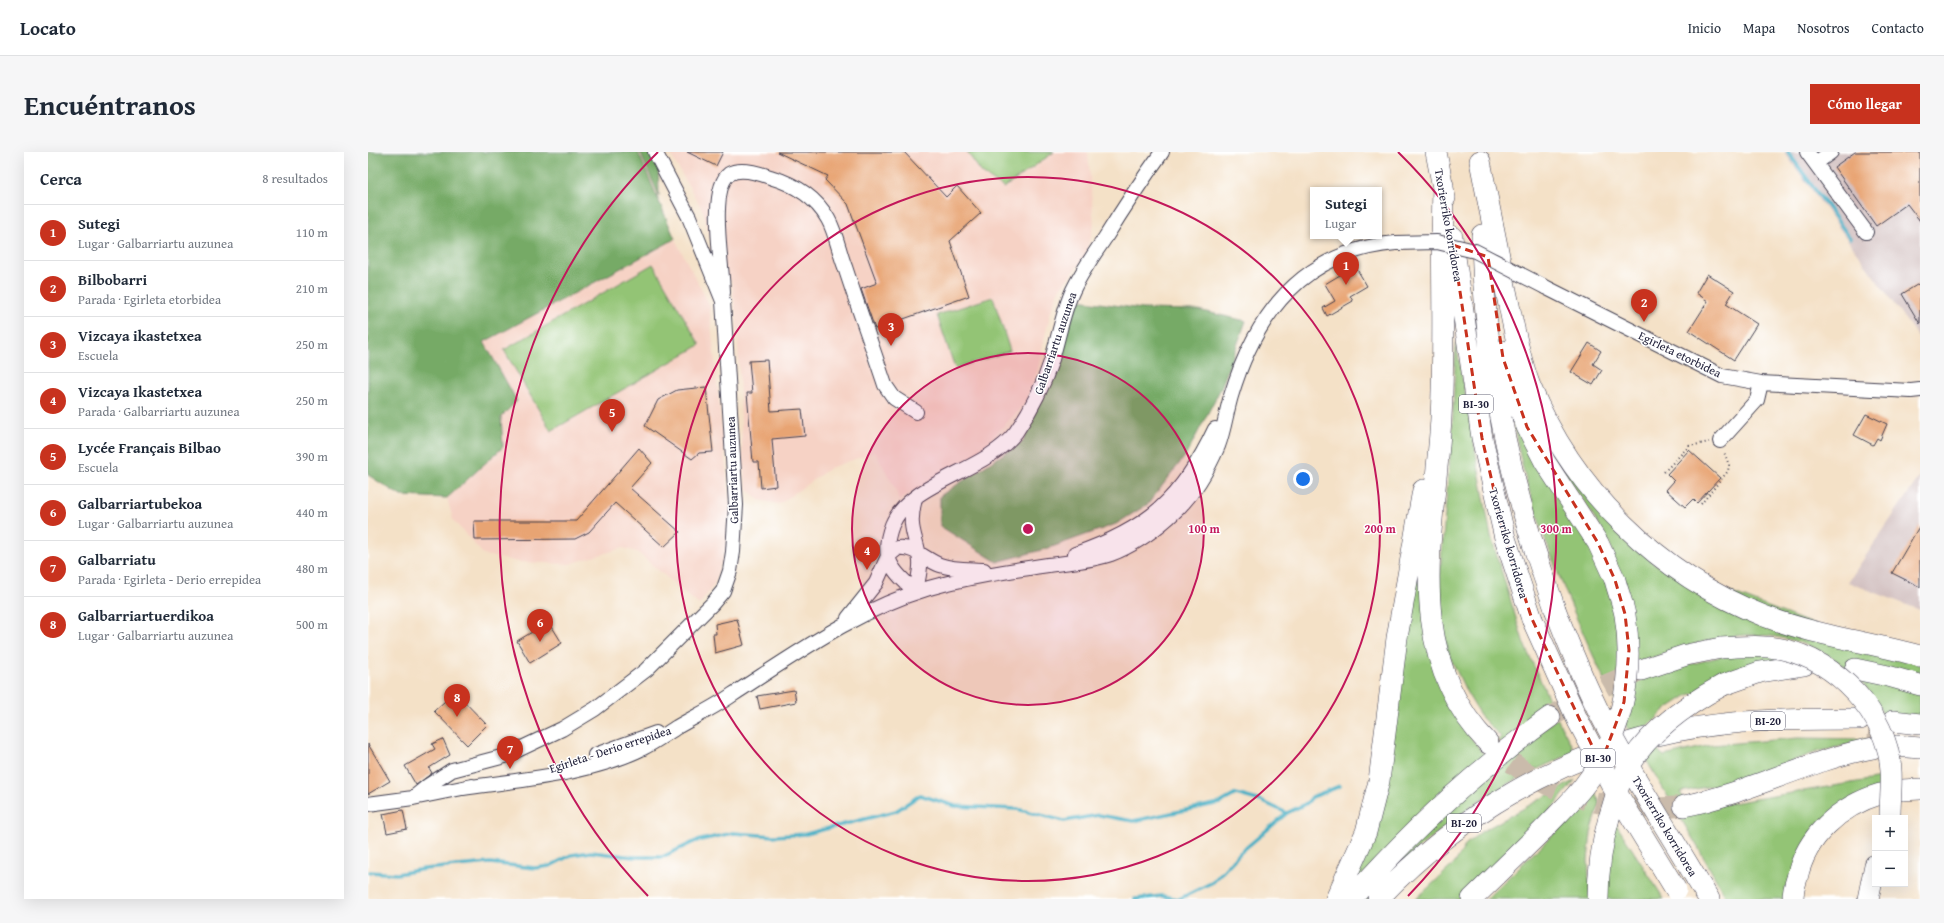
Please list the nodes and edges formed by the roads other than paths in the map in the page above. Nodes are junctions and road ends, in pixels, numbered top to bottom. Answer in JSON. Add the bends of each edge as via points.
{"nodes":[{"id":1,"x":655,"y":152,"type":"edge"},
{"id":2,"x":1162,"y":152,"type":"edge"},
{"id":3,"x":1436,"y":152,"type":"edge"},
{"id":4,"x":1831,"y":152,"type":"edge"},
{"id":5,"x":1479,"y":156,"type":"edge"},
{"id":6,"x":1812,"y":158,"type":"edge"},
{"id":7,"x":1443,"y":185,"type":"junction"},
{"id":8,"x":1482,"y":217,"type":"junction"},
{"id":9,"x":1866,"y":232,"type":"dead end"},
{"id":10,"x":723,"y":302,"type":"junction"},
{"id":11,"x":1442,"y":369,"type":"junction"},
{"id":12,"x":1761,"y":383,"type":"junction"},
{"id":13,"x":1920,"y":390,"type":"edge"},
{"id":14,"x":916,"y":412,"type":"dead end"},
{"id":15,"x":1720,"y":441,"type":"road end"},
{"id":16,"x":915,"y":499,"type":"junction"},
{"id":17,"x":918,"y":553,"type":"junction"},
{"id":18,"x":888,"y":556,"type":"junction"},
{"id":19,"x":1006,"y":572,"type":"junction"},
{"id":20,"x":916,"y":592,"type":"junction"},
{"id":21,"x":843,"y":624,"type":"junction"},
{"id":22,"x":1920,"y":656,"type":"edge"},
{"id":23,"x":1804,"y":665,"type":"dead end"},
{"id":24,"x":1855,"y":669,"type":"dead end"},
{"id":25,"x":1642,"y":670,"type":"tunnel mouth"},
{"id":26,"x":1920,"y":686,"type":"edge"},
{"id":27,"x":1550,"y":717,"type":"tunnel mouth"},
{"id":28,"x":1920,"y":724,"type":"edge"},
{"id":29,"x":1867,"y":732,"type":"junction"},
{"id":30,"x":1895,"y":734,"type":"junction"},
{"id":31,"x":1920,"y":736,"type":"edge"},
{"id":32,"x":1488,"y":743,"type":"tunnel mouth"},
{"id":33,"x":1920,"y":748,"type":"edge"},
{"id":34,"x":1880,"y":794,"type":"dead end"},
{"id":35,"x":414,"y":798,"type":"junction"},
{"id":36,"x":368,"y":804,"type":"edge"},
{"id":37,"x":1684,"y":806,"type":"tunnel mouth"},
{"id":38,"x":1889,"y":815,"type":"edge"},
{"id":39,"x":1872,"y":880,"type":"edge"},
{"id":40,"x":1679,"y":894,"type":"edge"},
{"id":41,"x":1336,"y":899,"type":"edge"},
{"id":42,"x":1351,"y":899,"type":"edge"},
{"id":43,"x":1378,"y":899,"type":"edge"},
{"id":44,"x":1397,"y":899,"type":"edge"},
{"id":45,"x":1472,"y":899,"type":"edge"},
{"id":46,"x":1598,"y":899,"type":"edge"},
{"id":47,"x":1710,"y":899,"type":"edge"},
{"id":48,"x":1793,"y":899,"type":"edge"},
{"id":49,"x":1868,"y":899,"type":"edge"}],
"edges":[{"from":1,"to":10,"type":"street","name":"Galbarriartu auzunea","via":[[689,217]]},
{"from":2,"to":16,"type":"street","name":"Galbarriartu auzunea","via":[[1073,290],[1051,360],[1034,403],[1015,432],[1002,448],[966,470],[927,489]]},
{"from":3,"to":7,"type":"highway","name":"Txorierriko korridorea","number":"BI-30"},
{"from":4,"to":6,"type":"street"},
{"from":5,"to":8,"type":"highway","name":"Txorierriko korridorea"},
{"from":5,"to":22,"type":"highway","via":[[1512,323],[1530,385],[1554,433],[1577,469],[1614,515],[1639,540],[1669,564],[1736,604],[1806,630]]},
{"from":6,"to":9,"type":"street"},
{"from":7,"to":11,"type":"highway"},
{"from":7,"to":40,"type":"highway","name":"Txorierriko korridorea","number":"BI-30","bridge":true,"via":[[1482,438],[1507,544],[1532,619],[1578,721],[1613,787]]},
{"from":8,"to":45,"type":"highway","bridge":true,"via":[[1503,358],[1516,399],[1545,462],[1598,543],[1615,580],[1625,614],[1629,650],[1624,702],[1610,743],[1583,787]]},
{"from":8,"to":47,"type":"highway","name":"Txorierriko korridorea","number":"BI-30","bridge":true,"via":[[1483,276],[1497,395],[1522,510],[1555,609],[1576,663],[1599,711],[1634,775]]},
{"from":10,"to":14,"type":"street","via":[[717,213],[725,179],[729,174],[746,171],[783,181],[806,193],[828,219],[885,385],[894,398]]},
{"from":10,"to":35,"type":"street","name":"Galbarriartu auzunea","via":[[736,505],[733,552],[723,591],[646,670],[595,709],[562,729],[505,756],[452,770]]},
{"from":11,"to":32,"type":"highway","via":[[1429,578],[1432,625],[1436,650],[1455,699]]},
{"from":11,"to":41,"type":"highway","via":[[1433,406],[1430,446],[1397,638],[1379,781],[1366,832]]},
{"from":12,"to":13,"type":"street","name":"Egirleta etorbidea"},
{"from":12,"to":15,"type":"street","via":[[1757,400]]},
{"from":12,"to":19,"type":"street","name":"Egirleta etorbidea","bridge":true,"via":[[1722,376],[1708,370],[1496,260],[1470,250],[1426,241],[1367,247],[1336,257],[1304,276],[1271,309],[1254,337],[1231,398],[1202,456],[1169,501],[1129,532],[1105,544],[1038,567]]},
{"from":16,"to":17,"type":"street","via":[[911,523]]},
{"from":16,"to":18,"type":"street","name":"Galbarriartu auzunea","via":[[903,509],[892,525]]},
{"from":17,"to":18,"type":"street","via":[[904,548],[893,551]]},
{"from":17,"to":19,"type":"street","via":[[948,567]]},
{"from":17,"to":20,"type":"street","via":[[920,570]]},
{"from":18,"to":20,"type":"street","via":[[895,573]]},
{"from":18,"to":21,"type":"street","via":[[866,597]]},
{"from":19,"to":20,"type":"street","via":[[960,580]]},
{"from":20,"to":21,"type":"street","via":[[864,612]]},
{"from":21,"to":35,"type":"street","name":"Egirleta - Derio errepidea","via":[[677,727],[561,766]]},
{"from":23,"to":46,"type":"highway","bridge":true,"via":[[1760,672],[1723,685],[1677,714],[1648,742],[1633,760],[1621,782],[1609,818],[1598,871]]},
{"from":24,"to":26,"type":"highway"},
{"from":25,"to":38,"type":"highway","bridge":true,"via":[[1686,655],[1721,648],[1765,646],[1796,653],[1838,675],[1870,711],[1886,745],[1891,770]]},
{"from":27,"to":42,"type":"highway","via":[[1512,744],[1469,780],[1390,855]]},
{"from":28,"to":30,"type":"highway"},
{"from":29,"to":37,"type":"highway","via":[[1852,751],[1728,795]]},
{"from":29,"to":43,"type":"highway","number":"BI-20","via":[[1782,720],[1701,727],[1611,747],[1523,786],[1478,814],[1434,846]]},
{"from":29,"to":44,"type":"highway","number":"BI-20","via":[[1794,732],[1742,736],[1614,757],[1539,792],[1485,824],[1423,874]]},
{"from":30,"to":31,"type":"highway"},
{"from":30,"to":33,"type":"highway"},
{"from":34,"to":48,"type":"highway","via":[[1850,806],[1833,818],[1811,843],[1799,866]]},
{"from":35,"to":36,"type":"street"},
{"from":39,"to":49,"type":"highway"}]}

_Task instructions_. Pull every line containing "auzunea" out of the material and copy it.

_Written reply_.
"edges":[{"from":1,"to":10,"type":"street","name":"Galbarriartu auzunea","via":[[689,217]]},
{"from":2,"to":16,"type":"street","name":"Galbarriartu auzunea","via":[[1073,290],[1051,360],[1034,403],[1015,432],[1002,448],[966,470],[927,489]]},
{"from":10,"to":35,"type":"street","name":"Galbarriartu auzunea","via":[[736,505],[733,552],[723,591],[646,670],[595,709],[562,729],[505,756],[452,770]]},
{"from":16,"to":18,"type":"street","name":"Galbarriartu auzunea","via":[[903,509],[892,525]]},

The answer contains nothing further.